AI model analyzes images of eye to help accurately diagnose NMOSD
It outperformed or matched specialists depending on the scenario

A new artificial intelligence (AI) model that analyzes images of the eye can help accurately identify neuromyelitis optica spectrum disorder (NMOSD), a study shows.
The model outperformed specialists when relying solely on eye images. When clinical data such as MRI scans and antibody tests were provided, the model’s accuracy matched that of experienced experts — while continuing to outperform more junior doctors and residents.
“Our study demonstrated that the proposed [AI model] exhibits high sensitivity and specificity in identifying NMOSD patients, while also showing potential for predicting disease onset and progression,” researchers wrote.
The tool could help bring earlier and more accurate diagnosis to people in underserved areas.

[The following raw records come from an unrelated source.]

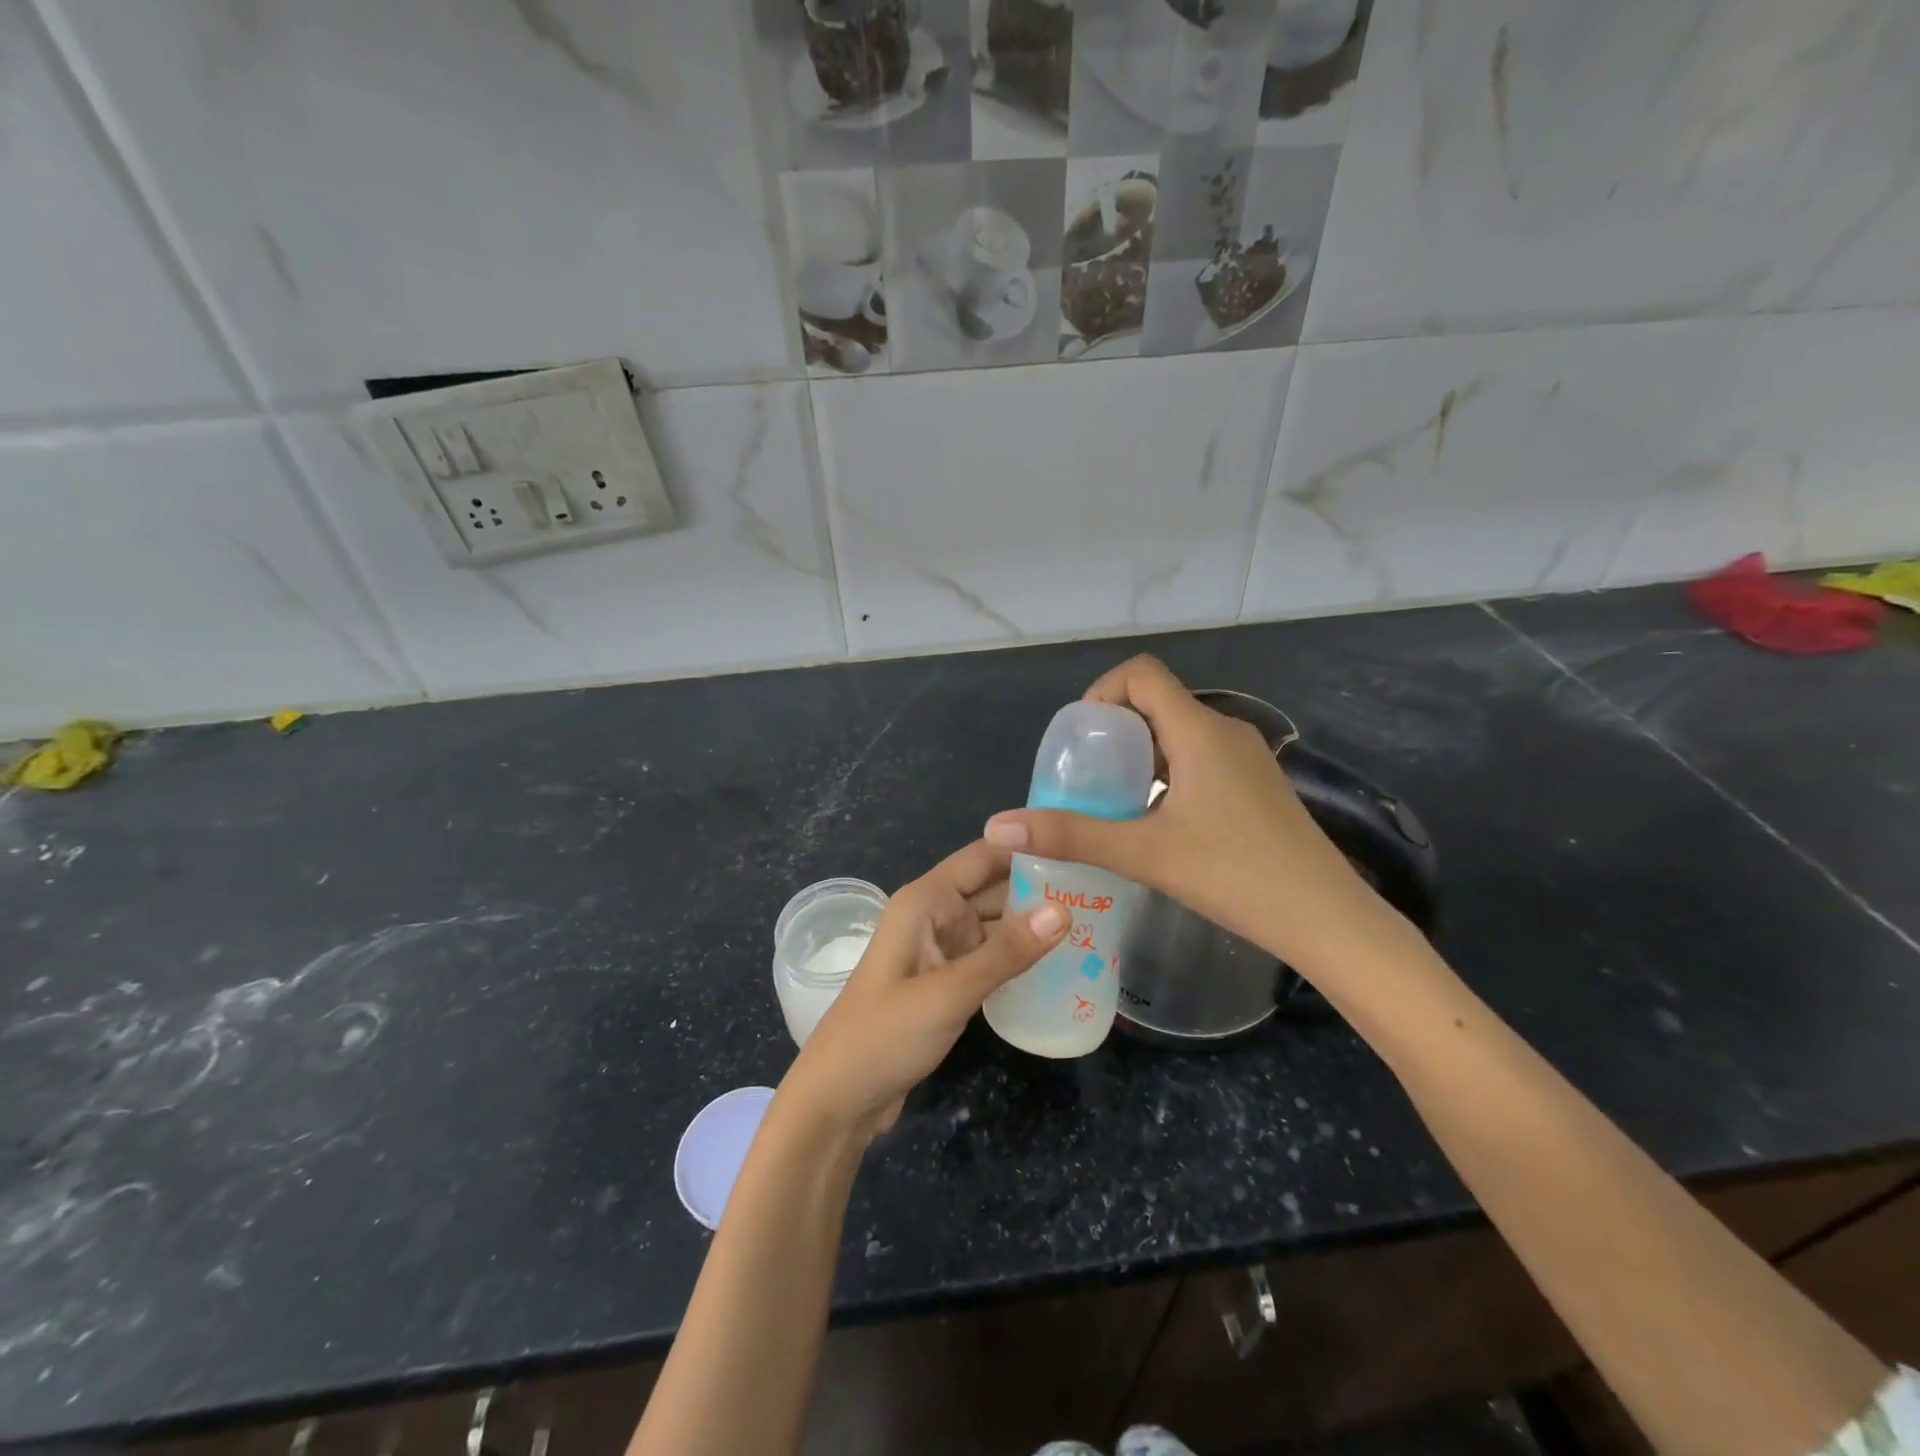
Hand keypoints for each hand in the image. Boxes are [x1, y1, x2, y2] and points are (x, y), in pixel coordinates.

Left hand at [779, 840, 1068, 1144]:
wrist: (839, 1101)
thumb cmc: (884, 1035)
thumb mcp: (948, 993)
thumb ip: (1006, 953)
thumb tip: (1065, 910)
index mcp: (925, 901)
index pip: (983, 856)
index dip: (1027, 847)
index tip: (1081, 847)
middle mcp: (934, 916)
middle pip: (994, 889)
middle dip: (1041, 888)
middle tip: (1102, 891)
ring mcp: (941, 951)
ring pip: (995, 926)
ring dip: (1034, 926)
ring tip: (1094, 923)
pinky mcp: (947, 983)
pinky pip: (990, 958)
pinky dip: (1018, 959)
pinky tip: (1060, 964)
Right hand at [983, 655, 1394, 974]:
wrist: (1327, 919)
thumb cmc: (1235, 876)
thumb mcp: (1144, 854)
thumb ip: (1071, 835)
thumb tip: (998, 825)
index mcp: (1199, 731)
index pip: (1142, 674)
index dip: (1102, 691)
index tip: (1080, 738)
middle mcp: (1225, 732)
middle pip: (1157, 702)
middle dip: (1114, 729)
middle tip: (1087, 775)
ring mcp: (1247, 759)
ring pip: (1179, 734)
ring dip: (1140, 754)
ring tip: (1113, 800)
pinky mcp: (1257, 785)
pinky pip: (1200, 759)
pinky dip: (1167, 773)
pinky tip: (1157, 821)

“This innovation has the potential to assist governments in providing more accurate and timely medical support to economically disadvantaged populations, improving healthcare accessibility and outcomes,” researchers wrote.
The study, “Multimodal AI diagnostic system for neuromyelitis optica based on ultrawide-field fundus photography,” was published in Frontiers in Medicine.
Use of AI in NMOSD diagnosis remains unexplored
NMOSD occurs when the body’s immune system mistakenly attacks the spinal cord and optic nerve, which sends and receives signals from the eyes, resulting in symptoms like vision loss, loss of sensation, pain in the spine or limbs, and muscle spasticity. In most cases, these immune attacks are driven by antibodies known as AQP4-IgG, which target support cells in the nervous system called astrocytes.
“If left untreated, [NMOSD] can lead to severe and irreversible visual impairment as well as significant motor dysfunction,” the researchers wrote. “Hence, advancements in early and accurate diagnosis are crucial, as they would facilitate prompt therapeutic intervention.”
NMOSD diagnosis relies on a complex combination of specialist clinical evaluation, MRI scans, and blood tests for antibodies such as AQP4-IgG. These resources, however, may be limited in many parts of the world, particularly in rural or low-income areas. Additionally, some patients do not test positive for AQP4-IgG antibodies, which can further complicate and delay diagnosis.
In recent years, ultrawide-field fundus (UWF) photography has become a noninvasive tool for capturing detailed images of the back of the eye. At the same time, AI “have gained prominence in medical applications, particularly for [eye] disease detection,” the researchers wrote.
“However, despite NMOSD being a major cause of visual impairment worldwide, the application of AI in its diagnosis remains relatively unexplored,” the researchers added. “This raises an intriguing question: Could NMOSD be accurately diagnosed solely through UWF imaging, without the need for multiple diagnostic modalities?”
AL model tested against 6 ophthalmologists
In this study, a research team in China developed an AI model trained to recognize NMOSD-related features using 1,618 eye images. These included 330 images from 285 people with NMOSD and 1,288 images from 770 individuals without the condition. The data were collected between January 2022 and April 2024.
When tested using only the images, without any clinical data, AI achieved high diagnostic accuracy, reaching more than 90% of sensitivity, meaning it correctly identified most patients with NMOSD. It also reached more than 92% specificity, meaning it rarely misclassified healthy individuals as having the disease.
When clinical data were added to the model alongside eye images, its diagnostic accuracy improved further, reaching 97% sensitivity and 96.9% specificity.
To compare AI’s ability with those of human experts, the researchers tested the model against six ophthalmologists, or eye doctors: two senior specialists, two attending physicians, and two residents.
With improved computing capabilities and advanced database technologies, this model could potentially be developed into a comprehensive virtual screening system for NMOSD in clinical practice.
In a test using 200 images without any clinical context, the AI achieved an accuracy of 90.2%. In comparison, senior specialists scored 78.3%, attending physicians 56.8%, and residents 33.3%.
When clinical information was provided, the AI and senior specialists performed nearly equally (97.8% vs. 98%), and better than attending physicians (85.7%) and residents (70.2%).
“Our [AI model], designed to diagnose NMOSD using UWF images, streamline[s] the diagnostic process without requiring direct involvement from ophthalmologists or neurologists,” the researchers wrote. “With improved computing capabilities and advanced database technologies, this model could potentially be developed into a comprehensive virtual screening system for NMOSD in clinical practice.”